### Required work
Given the records below, pull every line with the word "lane" into the answer.

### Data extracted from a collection
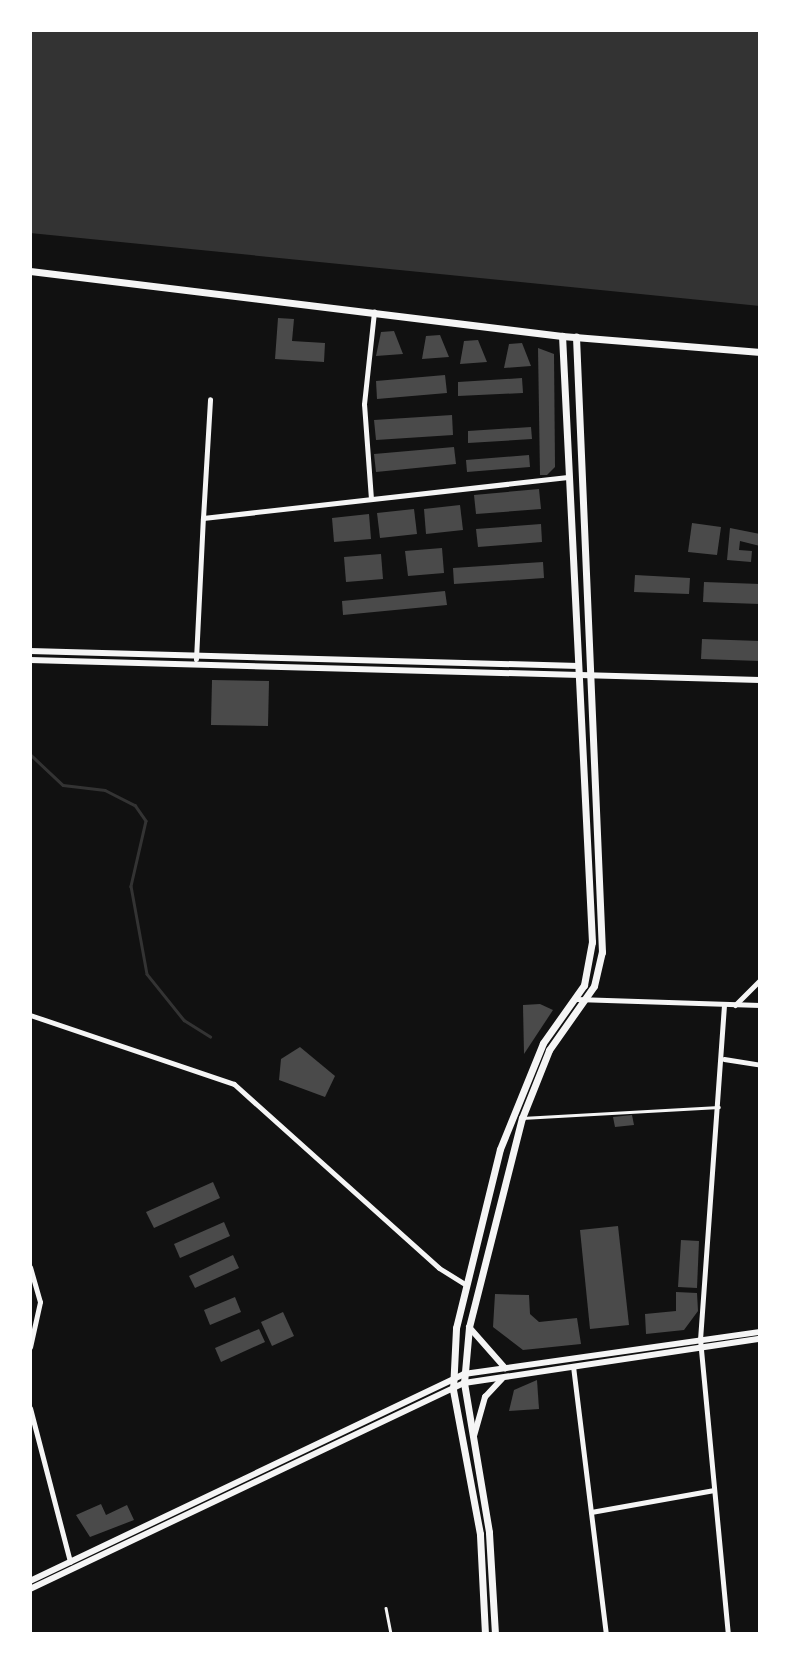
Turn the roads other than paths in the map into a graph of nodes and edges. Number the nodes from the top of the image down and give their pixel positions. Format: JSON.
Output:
{"nodes":[{"id":1,"x":30,"y":271,"type":"edge"},
{"id":2,"x":374,"y":312,"type":"junction"},
{"id":3,"x":562,"y":336,"type":"junction"},
{"id":4,"x":576,"y":337,"type":"junction"},
{"id":5,"x":760,"y":352,"type":"edge"},
{"id":6,"x":210,"y":399,"type":"dead end"},
{"id":7,"x":568,"y":477,"type":"junction"},
{"id":8,"x":371,"y":499,"type":"junction"},
{"id":9,"x":203,"y":518,"type":"junction"},
{"id":10,"x":30,"y":651,"type":"edge"},
{"id":11,"x":196,"y":655,"type":"junction"},
{"id":12,"x":30,"y":660,"type":"edge"},
{"id":13,"x":195,"y":664,"type":"junction"},
{"id":14,"x":579,"y":669,"type":"junction"},
{"id":15,"x":592,"y":674,"type":"junction"},
{"id":16,"x":760,"y":680,"type":"edge"},
{"id":17,"x":760,"y":980,"type":"edge"},
{"id":18,"x":576,"y":999,"type":"junction"},
{"id":19,"x":586,"y":1002,"type":"junction"},
{"id":20,"x":724,"y":1005,"type":"junction"},
{"id":21,"x":735,"y":1005,"type":"junction"},
{"id":22,"x":760,"y":1005,"type":"edge"},
{"id":23,"x":30,"y":1015,"type":"edge"},
{"id":24,"x":724,"y":1059,"type":"junction"},
{"id":25,"x":760,"y":1065,"type":"edge"},
{"id":26,"x":719,"y":1107,"type":"junction"},
{"id":27,"x":522,"y":1118,"type":"junction"},
{"id":28,"x":30,"y":1267,"type":"edge"},
{"id":29,"x":467,"y":1285,"type":"junction"},
{"id":30,"x":470,"y":1327,"type":"junction"},
{"id":31,"x":760,"y":1332,"type":"edge"},
{"id":32,"x":760,"y":1339,"type":"edge"},
{"id":33,"x":700,"y":1343,"type":"junction"},
{"id":34,"x":30,"y":1347,"type":"edge"},
{"id":35,"x":573,"y":1366,"type":"junction"},
{"id":36,"x":505,"y":1368,"type":"junction"},
{"id":37,"x":464,"y":1374,"type":"junction"},
{"id":38,"x":504,"y":1377,"type":"junction"},
{"id":39,"x":453,"y":1381,"type":"junction"},
{"id":40,"x":464,"y":1383,"type":"junction"},
{"id":41,"x":453,"y":1390,"type":"junction"},
{"id":42,"x":30,"y":1408,"type":"edge"},
{"id":43,"x":473,"y":1438,"type":"junction"},
{"id":44,"x":714,"y":1490,"type":"junction"},
{"id":45,"x":591,"y":1512,"type":"junction"},
{"id":46,"x":70,"y":1562,"type":"junction"},
{"id":47,"x":30,"y":1581,"type":"edge"},
{"id":48,"x":30,"y":1589,"type":"edge"},
{"id":49,"x":386,"y":1608,"type":"dead end"},
{"id":50,"x":391,"y":1634,"type":"edge"},
{"id":51,"x":485,"y":1634,"type":"edge"},
{"id":52,"x":495,"y":1634,"type":"edge"},
{"id":53,"x":606,"y":1634,"type":"edge"},
{"id":54,"x":728,"y":1634,"type":"edge"}],
"edges":[{"from":1,"to":2,"type":"main road"},
{"from":2,"to":3,"type":"main road"},
{"from":2,"to":8,"type":"street"},
{"from":3,"to":4,"type":"main road"},
{"from":3,"to":7,"type":"main road"},
{"from":4,"to":5,"type":"main road"},
{"from":4,"to":15,"type":"main road"},
{"from":6,"to":9,"type":"street"},
{"from":7,"to":8,"type":"street"},
{"from":7,"to":14,"type":"main road"},
{"from":8,"to":9,"type":"street"},
{"from":9,"to":11,"type":"street"},
{"from":10,"to":11,"type":"street"},
{"from":11,"to":13,"type":"street"},
{"from":11,"to":14,"type":"street"},
{"from":12,"to":13,"type":"street"},
{"from":13,"to":14,"type":"street"},
{"from":14,"to":15,"type":"street"},
{"from":14,"to":18,"type":"main road"},
{"from":15,"to":16,"type":"street"},
{"from":15,"to":19,"type":"main road"},
{"from":17,"to":21,"type":"street"},
{"from":18,"to":19,"type":"street"},
{"from":18,"to":29,"type":"main road"},
{"from":19,"to":20,"type":"street"},
{"from":19,"to":27,"type":"main road"},
{"from":20,"to":21,"type":"street"},
{"from":20,"to":24,"type":"street"},
{"from":21,"to":22,"type":"street"},
{"from":23,"to":29,"type":"street"},
{"from":24,"to":25,"type":"street"},
{"from":24,"to":26,"type":"street"},
{"from":26,"to":27,"type":"lane"},
{"from":26,"to":33,"type":"street"},
{"from":27,"to":30,"type":"main road"},
{"from":28,"to":34,"type":"street"},
{"from":29,"to":39,"type":"main road"},
{"from":30,"to":36,"type":"street"},
{"from":30,"to":37,"type":"main road"},
{"from":31,"to":33,"type":"street"},
{"from":32,"to":33,"type":"street"},
{"from":33,"to":35,"type":"street"},
{"from":33,"to":36,"type":"street"},
{"from":33,"to":44,"type":"street"},
{"from":35,"to":38,"type":"street"},
{"from":35,"to":45,"type":"street"},
{"from":36,"to":37,"type":"street"},
{"from":37,"to":39,"type":"street"},
{"from":37,"to":40,"type":"main road"},
{"from":38,"to":40,"type":"street"},
{"from":38,"to":43,"type":"street"},
{"from":39,"to":41,"type":"main road"},
{"from":39,"to":46,"type":"street"},
{"from":40,"to":41,"type":"street"},
{"from":40,"to":43,"type":"main road"},
{"from":41,"to":48,"type":"street"},
{"from":41,"to":51,"type":"main road"},
{"from":42,"to":46,"type":"street"},
{"from":43,"to":52,"type":"main road"},
{"from":44,"to":45,"type":"street"},
{"from":44,"to":54,"type":"street"},
{"from":45,"to":53,"type":"street"},
{"from":46,"to":47,"type":"street"},
{"from":49,"to":50,"type":"lane"}]}
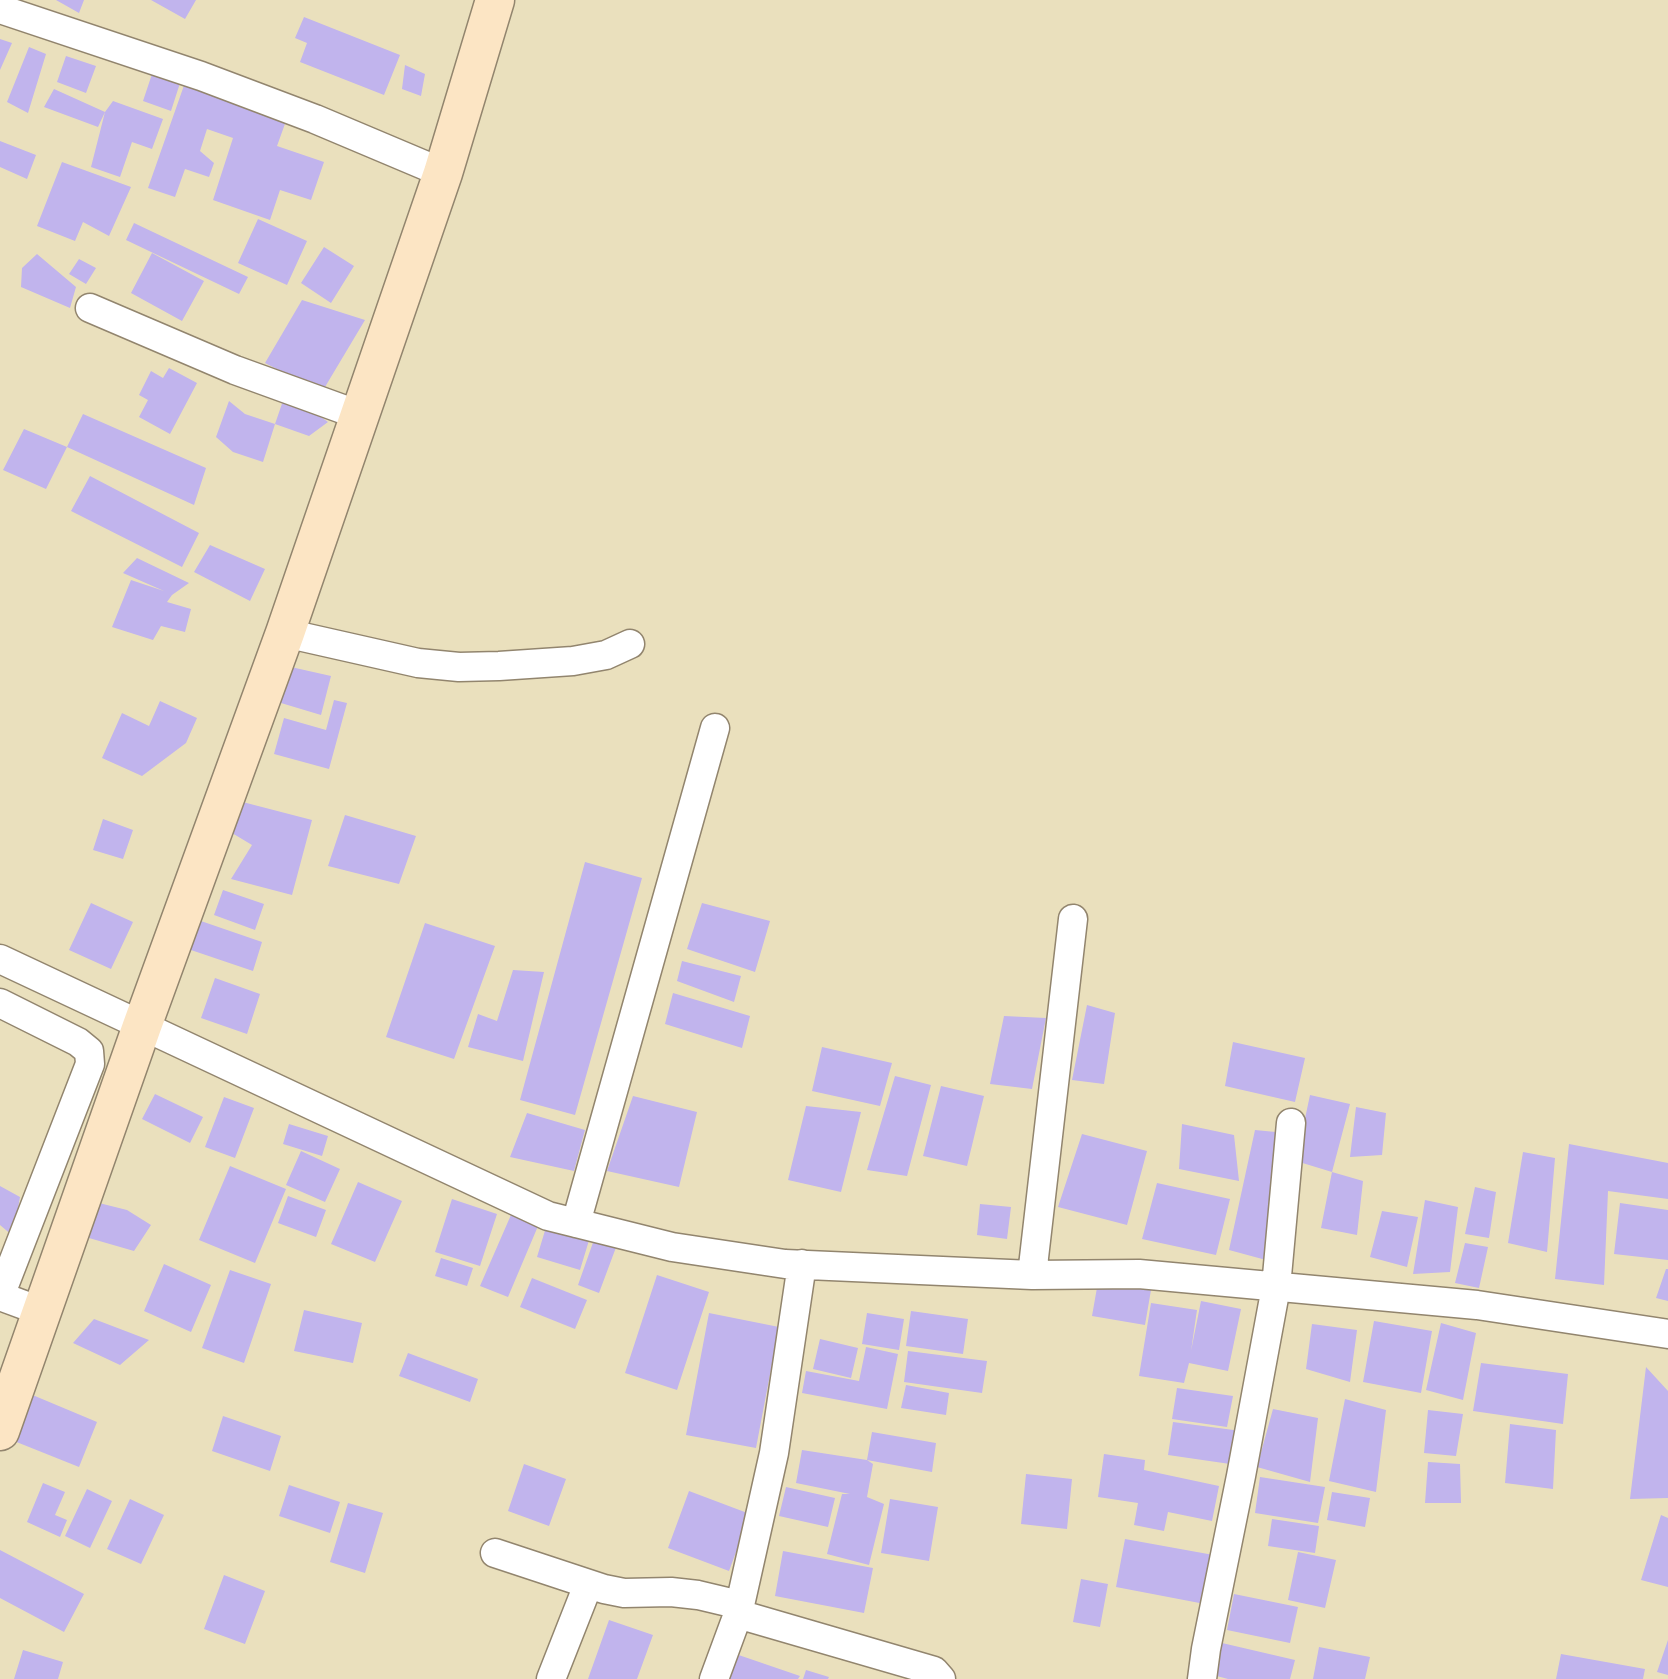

### Your solution
{"from":26,"to":27,"type":"lane"},
{"from":49,"to":50,"type":"lane"}]}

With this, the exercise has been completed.